Perjuangan Mbah Satumi: Calon Haji Tertua Lumajang yang Nabung Selama 16 Tahun
Mbah Satumi juga mengandalkan hasil kebun sengon dan ternak sapi miliknya. Meski penghasilan tak besar, ia tidak pernah menyerah menabung.
Ketekunan dan kesabaran menjadi kunci bagi Mbah Satumi, seorang perempuan berusia 95 tahun asal Desa Grati, Kecamatan Sumbersuko, Lumajang, untuk mewujudkan impian seumur hidup: menunaikan ibadah haji ke Tanah Suci.
Lahir pada 1930, Satumi telah melewati masa penjajahan, kemerdekaan, hingga era modern. Namun satu hal yang tak pernah surut adalah tekadnya untuk naik haji.

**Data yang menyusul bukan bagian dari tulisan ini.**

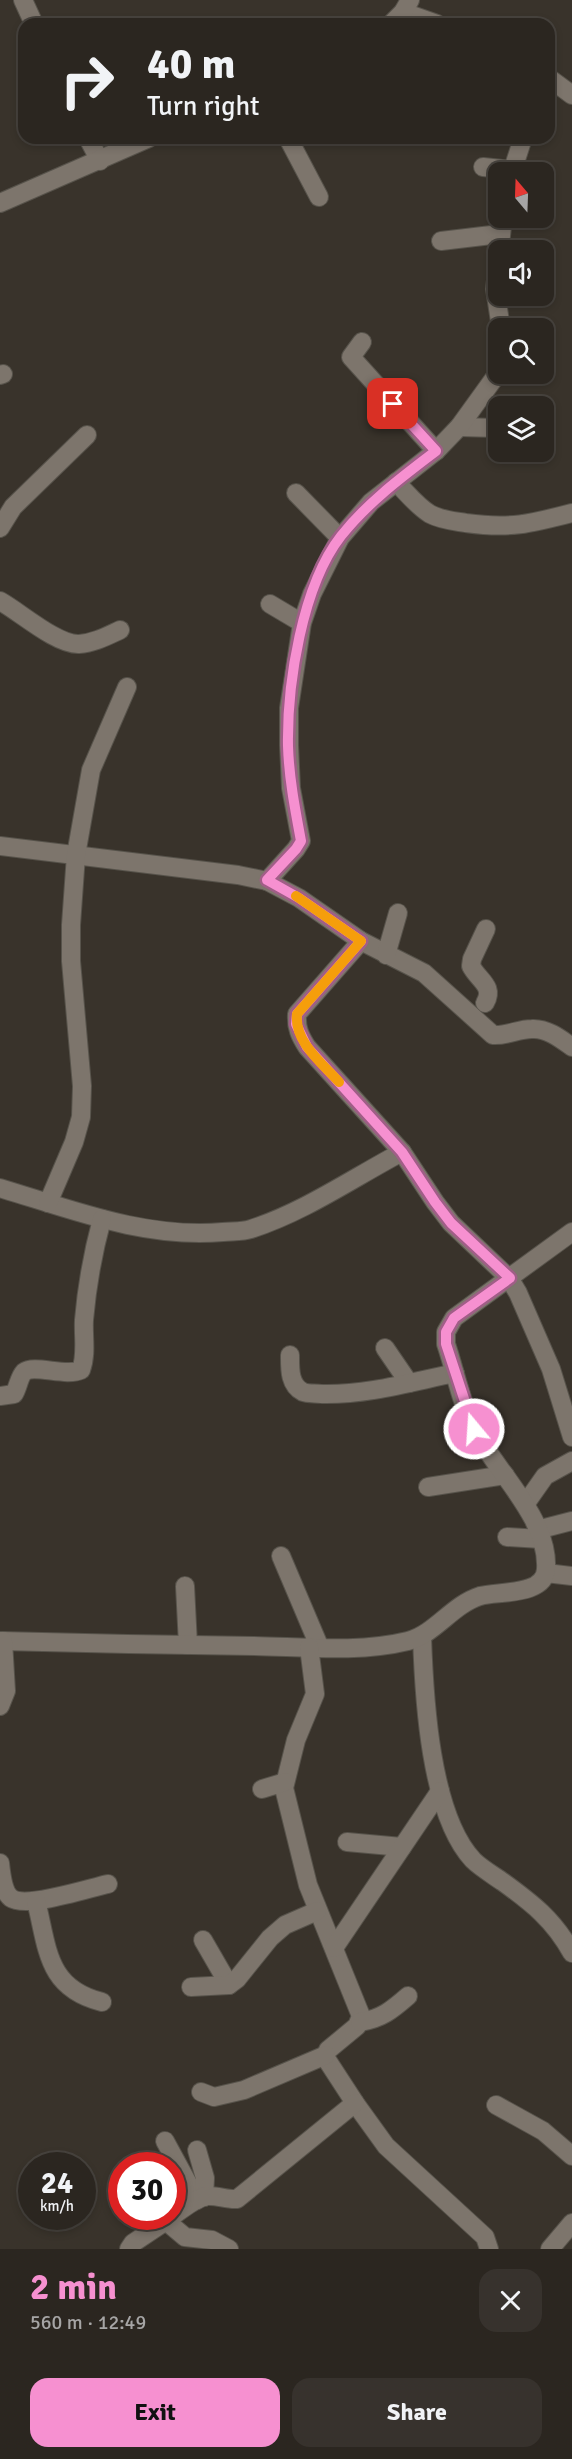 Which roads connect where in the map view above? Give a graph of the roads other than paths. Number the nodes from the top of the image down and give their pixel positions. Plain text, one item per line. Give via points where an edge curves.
1 (23, 0) edge
2 (401, 12) edge
3 (31, 18) edge
4 (419, 18) edge
5 (555, 82) edge
6 (572, 95) edge
7 (91, 144) edge
8 (136, 144) edge
9 (291, 144) edge
10 (521, 144) edge
11 (100, 161) junction
12 (515, 162) edge
13 (483, 167) dead end
14 (488, 168) edge
15 (319, 197) dead end
16 (0, 203) edge
17 (492, 228) edge
18 (501, 228) edge
19 (441, 240) dead end
20 (499, 318) edge
21 (362, 342) dead end
22 (490, 384) edge
23 (459, 427) junction
24 (488, 428) edge
25 (87, 435) dead end
26 (436, 451) junction
27 (396, 482) junction
28 (296, 493) dead end
29 (572, 513) edge
30 (0, 528) edge
31 (340, 538) junction
32 (0, 601) edge
33 (270, 604) dead end
34 (302, 622) junction
35 (120, 630) dead end
36 (127, 687) dead end
37 (0, 846) edge
38 (76, 855) junction
39 (267, 880) junction
40 (398, 913) dead end
41 (486, 929) dead end
42 (361, 941) junction
43 (386, 955) junction
44 (480, 1011) junction
45 (572, 1047) edge
46 (402, 1152) junction
47 (0, 1188) edge
48 (48, 1203) junction
49 (102, 1219) junction
50 (572, 1232) edge
51 (510, 1278) junction
52 (385, 1348) dead end
53 (290, 1355) dead end
54 (455, 1373) junction
55 (409, 1383) junction
56 (0, 1396) edge
57 (572, 1437) edge
58 (572, 1461) edge
59 (504, 1475) junction
60 (428, 1487) dead end
61 (525, 1503) junction
62 (572, 1521) edge
63 (539, 1535) junction
64 (507, 1537) dead end
65 (281, 1556) dead end
66 (546, 1572) junction
67 (572, 1576) edge
68 (185, 1586) dead end
69 (422, 1636) junction
70 (2, 1641) edge
71 (188, 1645) junction
72 (315, 1648) junction
73 (1, 1703) edge
74 (285, 1782) junction
75 (262, 1789) dead end
76 (440, 1791) junction
77 (347, 1842) dead end
78 (402, 1846) junction
79 (0, 1865) edge
80 (108, 1884) dead end
81 (36, 1900) junction
82 (317, 1911) junction
83 (203, 1940) dead end
84 (334, 1948) junction
85 (572, 1953) edge
86 (229, 1985) junction
87 (191, 1987) dead end
88 (408, 1996) dead end
89 (102, 2002) dead end
90 (360, 2022) junction
91 (326, 2055) junction
92 (201, 2092) dead end
93 (355, 2103) junction
94 (496, 2105) dead end
95 (165, 2141) dead end
96 (197, 2150) dead end
97 (572, 2156) edge
98 (201, 2199) junction
99 (186, 2208) edge
100 (572, 2223) edge
101 (152, 2230) edge
102 (179, 2230) edge
103 (129, 2249) edge
104 (229, 2249) edge
105 (489, 2249) edge
106 (550, 2249) edge

1 - 3 street
2 - 4 street
5 - 6 street
7 - 11 street
8 - 11 street
9 - 15 street
10 - 12 street
11 - 16 street
13 - 14 street
17 - 19 street
18 - 20 street via 495,289
21 - 26 street via 351,357
22 - 23 street
23 - 24 street
23 - 26 street
25 - 30 street via 13,507
26 - 27 street
27 - 29 street via 418,505 449,520 498,527
27 - 31 street via 371,502
28 - 31 street
31 - 34 street via 324,565
32 - 35 street via 60,638 77,644 94,642
33 - 34 street
34 - 39 street via 289,708 288,745 301,841
36 - 38 street via 91,770
37 - 38 street
38 - 39 street
38 - 48 street via 71,961 81,1117
39 - 42 street
40 - 43 street
41 - 44 street via 471,966 489,990
42 - 43 street
42 - 46 street via 297,1014 296,1024 307,1047
43 - 44 street via 424,973
44 - 45 street via 493,1035 532,1029 545,1031
46 - 49 street via 291,1212 249,1230 165,1232
46 - 51 street via 451,1223
47 - 48 street
48 - 49 street
49 - 56 street via 87,1288 81,1370 74,1374 30,1370 22,1374 14,1394
50 - 51 street
51 - 54 street via 454,1318 446,1332 446,1344
51 - 57 street via 551,1369
52 - 55 street
53 - 55 street via 290,1376 305,1393 356,1393
54 - 55 street
54 - 59 street via 474,1429
58 - 61 street via 545,1476
59 - 60 street
59 - 61 street
61 - 63 street
62 - 63 street
63 - 64 street
63 - 66 street
65 - 72 street
66 - 67 street
66 - 69 street via 541,1582 528,1590 465,1602
68 - 71 street
69 - 72 street via 388,1645
69 - 76 street via 423,1676
70 - 71 street
70 - 73 street via 6,1691
71 - 72 street
72 - 74 street via 315,1694 296,1740
74 - 75 street
74 - 82 street
76 - 78 street
76 - 85 street via 452,1827 473,1860 548,1916
77 - 78 street
78 - 84 street
79 - 81 street via 10,1898 18,1902
80 - 81 street
81 - 89 street via 54,1968 63,1983 75,1993
82 - 84 street
82 - 86 street via 285,1925
83 - 86 street
84 - 90 street via 360,2008
86 - 87 street
88 - 90 street via 389,2013
90 - 91 street
91 - 92 street via 244,2090 214,2097
91 - 93 street
93 - 98 street via 237,2199
93 - 105 street via 386,2146 485,2237
94 - 97 street via 543,2131
95 - 98 street
96 - 98 street via 205,2178
98 - 99 street
100 - 106 street
101 - 103 street
102 - 104 street via 185,2237 212,2240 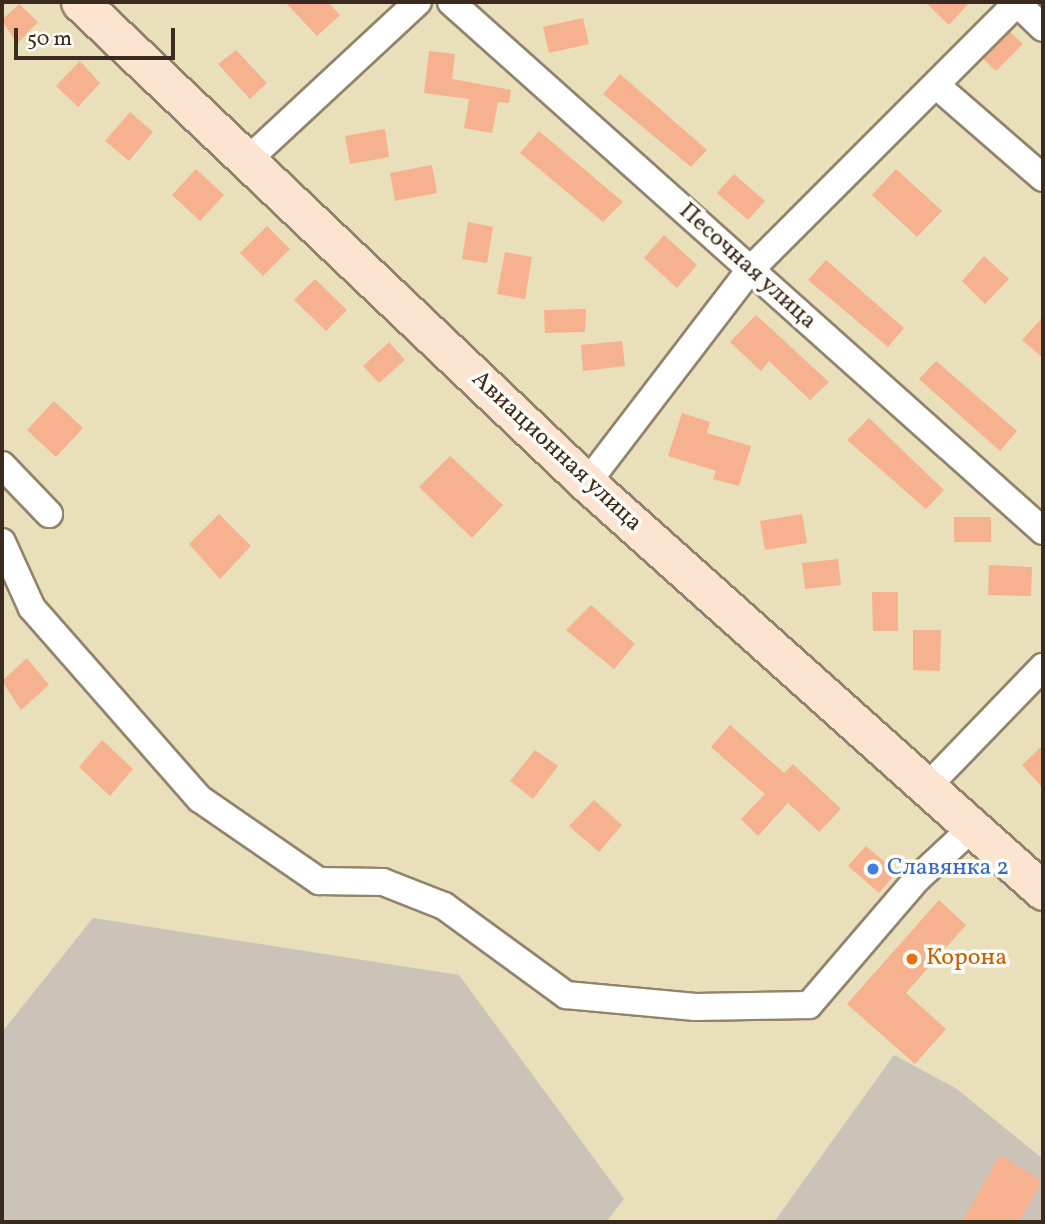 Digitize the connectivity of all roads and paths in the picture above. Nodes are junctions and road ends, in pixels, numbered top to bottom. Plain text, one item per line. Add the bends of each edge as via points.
1 (80, 2) edge
2 (418, 2) edge
3 (451, 2) edge
4 (1017, 2) edge
5 (1043, 28) edge
6 (936, 85) junction
7 (250, 158) junction
8 (1043, 178) edge
9 (750, 270) junction
10 (2, 465) edge
11 (587, 483) junction
12 (50, 514) dead end
13 (1043, 531) edge
14 (2, 542) edge
15 (1043, 667) edge
16 (927, 787) junction
17 (972, 828) junction
18 (1043, 891) edge

1 - 7 main road, Авиационная улица
2 - 7 street
3 - 9 street, Песочная улица
4 - 5 street
4 - 6 street
6 - 8 street
6 - 9 street
7 - 11 main road, Авиационная улица
9 - 11 street
9 - 13 street, Песочная улица
10 - 12 street
11 - 16 main road, Авиационная улица
14 - 17 street via 32,608 200,799 319,881 383,882 444,905 566,995 695,1007 809,1005 916,880
15 - 16 street
16 - 17 main road, Авиационная улица
17 - 18 main road, Авиационная улица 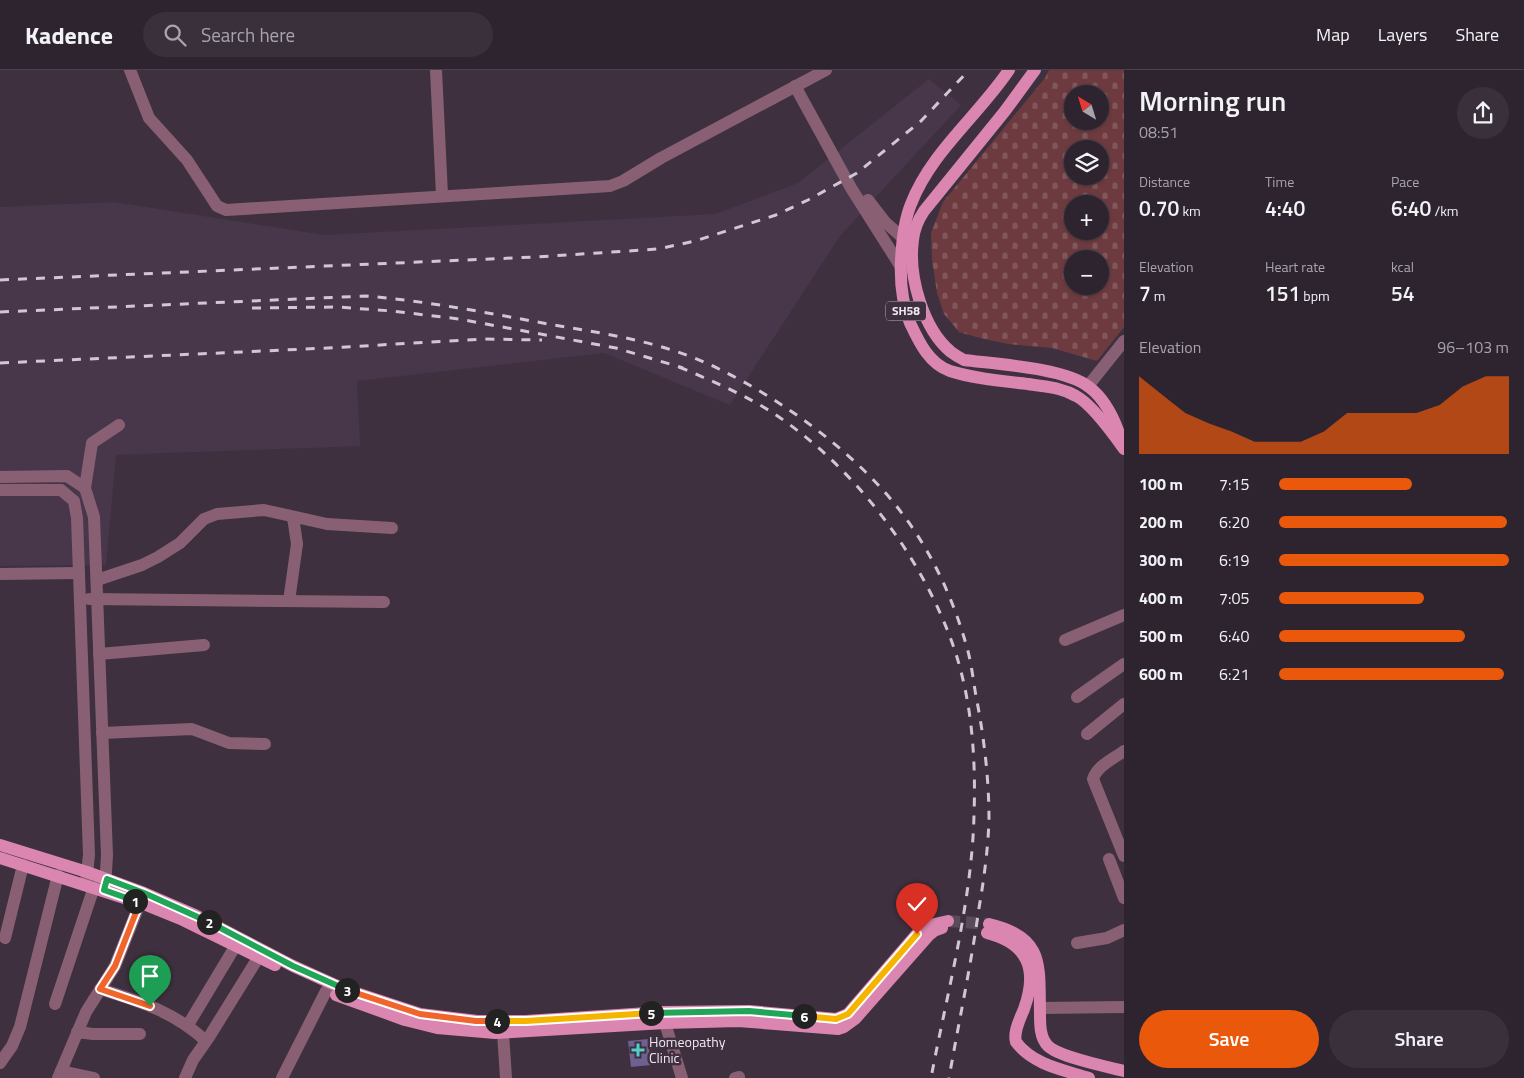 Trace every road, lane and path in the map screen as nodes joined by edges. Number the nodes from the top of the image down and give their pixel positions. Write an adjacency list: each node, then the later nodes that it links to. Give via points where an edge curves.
1 (130, 70): 7 (street, via 150,118 187,160 221,209)
2 (436, 70): 7 (street)
3 (826, 70): 6 (street)
4 (1009, 70): 8 (main road, SH58, via 924,177 908,211)
5 (1035, 70): 10 (main road, SH58, via 917,222 913,239)
6 (798, 84): 7 (street, via 617,184); 8 (street, via 861,189 885,222); 9 (street, via 851,188)
7 (442, 195)
8 (903, 238): 9 (main road, SH58)
9 (901, 267): 10 (street); 14 (main road, SH58, via 908,316 924,351 939,366 969,375 1068,392 1086,403)
10 (914, 276): 12 (main road, SH58, via 929,325 952,353 964,360 1058,373)
11 (1124, 341): 12 (street)
12 (1088, 386): 14 (main road, SH58, via 1106,406)
13 (119, 425): 16 (street, via 92,443)
14 (1124, 448)
15 (0, 477): 16 (street, via 67,476)
16 (85, 488): 18 (street); 23 (street, via 94,517)
17 (0, 490): 18 (street, via 60,490)
18 (74, 501): 21 (street)
19 (293, 517): 20 (street, via 327,524); 23 (street, via 264,510 216,514 204,519 180,543 158,557); 26 (street, via 297,544)
20 (392, 528)
21 (79, 573): 22 (street); 25 (street)
22 (0, 574)
23 (97, 580): 24 (street)
24 (97, 599): 25 (street); 26 (street); 31 (street)
25 (80, 600): 34 (street)
26 (289, 601): 27 (street)
27 (384, 602)
28 (1124, 615): 29 (street)
29 (1065, 640)
30 (204, 645): 31 (street)
31 (99, 654): 33 (street)
32 (1124, 664): 35 (street)
33 (101, 695): 34 (street); 37 (street)
34 (83, 696): 47 (street, via 89,855)
35 (1077, 697)
36 (1124, 704): 38 (street)
37 (102, 733): 39 (street, via 192,729 229,743); 47 (street)
38 (1087, 734)
39 (265, 744)
40 (1124, 751): 42 (street, via 1099,768 1093,779)
41 (0, 845): 47 (main road)
42 (1124, 856)
43 (0, 858): 45 (main road)
44 (1109, 859): 48 (street)
45 (23, 865): 46 (main road); 51 (street)
46 (58, 875): 47 (main road); 66 (street, via 20,1027)
47 (96, 883): 49 (main road); 57 (street); 60 (main road, via 195,915 344,989 420,1014 476,1021 730,1011 836,1019 848,1014 917,934 930,924 948,924 929,935 844,1027 738,1021)
48 (1124, 898)
49 (140, 902): 53 (main road); 55 (street, via 115,966)
50 (1124, 930): 52 (street, via 1107,938)
51 (5, 938)
52 (1077, 943)
53 (236, 945): 54 (main road); 61 (street)
54 (258, 958): 56 (main road); 65 (street)
55 (100, 989): 61 (street, via 150,1006); 62 (street)
56 (326, 991): 63 (main road, via 405,1020 437,1028); 71 (street)
57 (55, 1004)
58 (1124, 1007): 59 (street)
59 (1040, 1008): 67 (main road, via 1042,1036 1049,1047 1058,1053); 74 (main road, via 1034,952 1014,932 1006,928 988,928 1010,941 1028,964 1029,990 1016,1042 1048,1066)
60 (665, 1023): 63 (main road); 73 (street)
61 (188, 1025): 65 (street)
62 (77, 1032): 64 (street); 68 (street)
63 (503, 1033): 72 (street)
64 (140, 1034)
65 (206, 1041): 70 (street)
66 (0, 1063)
67 (1124, 1071)
68 (59, 1075): 69 (street)
69 (94, 1078)
70 (184, 1078)
71 (282, 1078)
72 (506, 1078)
73 (682, 1078)
74 (1089, 1078) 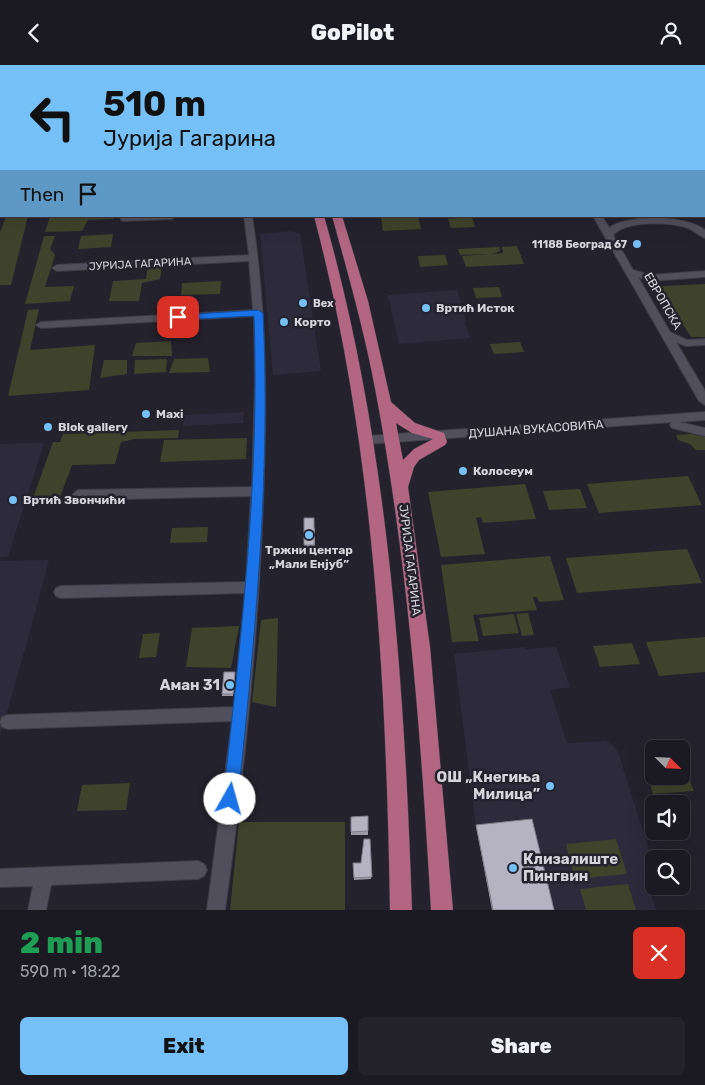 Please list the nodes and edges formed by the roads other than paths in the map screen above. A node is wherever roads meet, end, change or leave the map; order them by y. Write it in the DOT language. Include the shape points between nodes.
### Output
graph roads {
  1 [pos="159,217"];
  2 [pos="248,217"];
  3 [pos="319,217"];
  4 [pos="337,217"];
  5 [pos="603,217"];
  6 [pos="124,218"];
  7 [pos="630,224"];
  8 [pos="608,235"];
  9 [pos="705,235"];
  10 [pos="252,258"];
  11 [pos="57,268"];
  12 [pos="630,272"];
  13 [pos="705,274"];
  14 [pos="705,278"];
  15 [pos="640,289"];
  16 [pos="258,313"];
  17 [pos="41,325"];
  18 [pos="666,334"];
  19 [pos="705,342"];
  20 [pos="705,347"];
  21 [pos="681,360"];
  22 [pos="698,388"];
  23 [pos="385,399"];
  24 [pos="705,401"];
  25 [pos="705,417"];
  26 [pos="678,422"];
  27 [pos="705,423"];
  28 [pos="705,432"];
  29 [pos="440,439"];
  30 [pos="393,443"];
  31 [pos="367,444"];
  32 [pos="401,490"];
  33 [pos="258,491"];
  34 [pos="78,495"];
  35 [pos="252,587"];
  36 [pos="61,593"];
  37 [pos="240,714"];
  38 [pos="8,722"];
  39 [pos="198,871"];
  40 [pos="44,876"];
  41 [pos="0,878"];
  42 [pos="400,904"];
  43 [pos="443,904"];
  44 [pos="37,910"];
  45 [pos="216,910"];
  1 -- 6 [label="street"];
  2 -- 10 [label="street"];
  3 -- 31 [label="main road" via="342,306"];
  4 -- 23 [label="main road, ЈУРИЈА ГАГАРИНА" via="356,274"];
  5 -- 7 [label="street"];
  5 -- 8 [label="street, ЕВРОПСКА"];
  7 -- 8 [label="street" via="617,227"];
  7 -- 9 [label="street" via="679,222 698,228"];
  8 -- 12 [label="street, ЕВРОПСКА"];
  10 -- 11 [label="street, ЈУРИЈА ГАГАРИНА"];
  10 -- 16 [label="street"];
  12 -- 13 [label="street" via="650,278"];
  12 -- 15 [label="street, ЕВРОПСКА"];
  14 -- 15 [label="street" via="652,282"];
  15 -- 18 [label="street, ЕВРОПСКА"];
  16 -- 17 [label="street"];
  16 -- 33 [label="street" via="261,383"];
  18 -- 19 [label="street" via="681,342"];
  18 -- 21 [label="street, ЕВРОПСКА"];
  20 -- 21 [label="street" via="689,349"];
  21 -- 22 [label="street, ЕВРОПСКА"];
  22 -- 24 [label="street, ЕВРОПСКА"];
  22 -- 26 [label="street" via="696,409"];
  23 -- 29 [label="main road" via="403,423"];
  23 -- 30 [label="main road, ЈУРИЈА ГАГАРИНА"];
  25 -- 26 [label="street, ДУШАНА ВУКАСОВИЋА"];
  26 -- 27 [label="street, ДУШАНА ВУКАСОВИЋА"];
  26 -- 28 [label="street"];
  26 -- 29 [label="street, ДУШАНА ВУКАСОВИЋА"];
  29 -- 30 [label="street, ДУШАНА ВУКАСОВИЋА"];
  29 -- 32 [label="main road" via="413,456 405,469"];
  30 -- 31 [label="street, ДУШАНА ВУКАСОВИЋА"];
  30 -- 32 [label="main road, ЈУРИЈА ГАГАРИНА"];
  31 -- 42 [label="main road" via="385,620"];
  32 -- 43 [label="main road, ЈУРИЈА ГАГАРИНА" via="423,670"];
  33 -- 34 [label="street"];
  33 -- 35 [label="street"];
  35 -- 36 [label="street"];
  35 -- 37 [label="street"];
  37 -- 38 [label="street"];
  37 -- 45 [label="street"];
  39 -- 40 [label="street"];
  40 -- 41 [label="street"];
  40 -- 44 [label="street"];
}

“Sudah lama nabung, dari Sengon, dari sapi, bantu cucu kupas pisang buat kripik. Alhamdulillah akhirnya cukup,” ujarnya sambil menyeka air mata haru, Sabtu (10/5).
Menabung dari Kupas Pisang dan Ternak Sapi
Keinginan itu mulai ia rajut sejak 16 tahun lalu, dengan cara sederhana: membantu usaha keripik pisang milik cucunya. Dari bayaran kecil sebagai pengupas pisang, ia sisihkan sedikit demi sedikit.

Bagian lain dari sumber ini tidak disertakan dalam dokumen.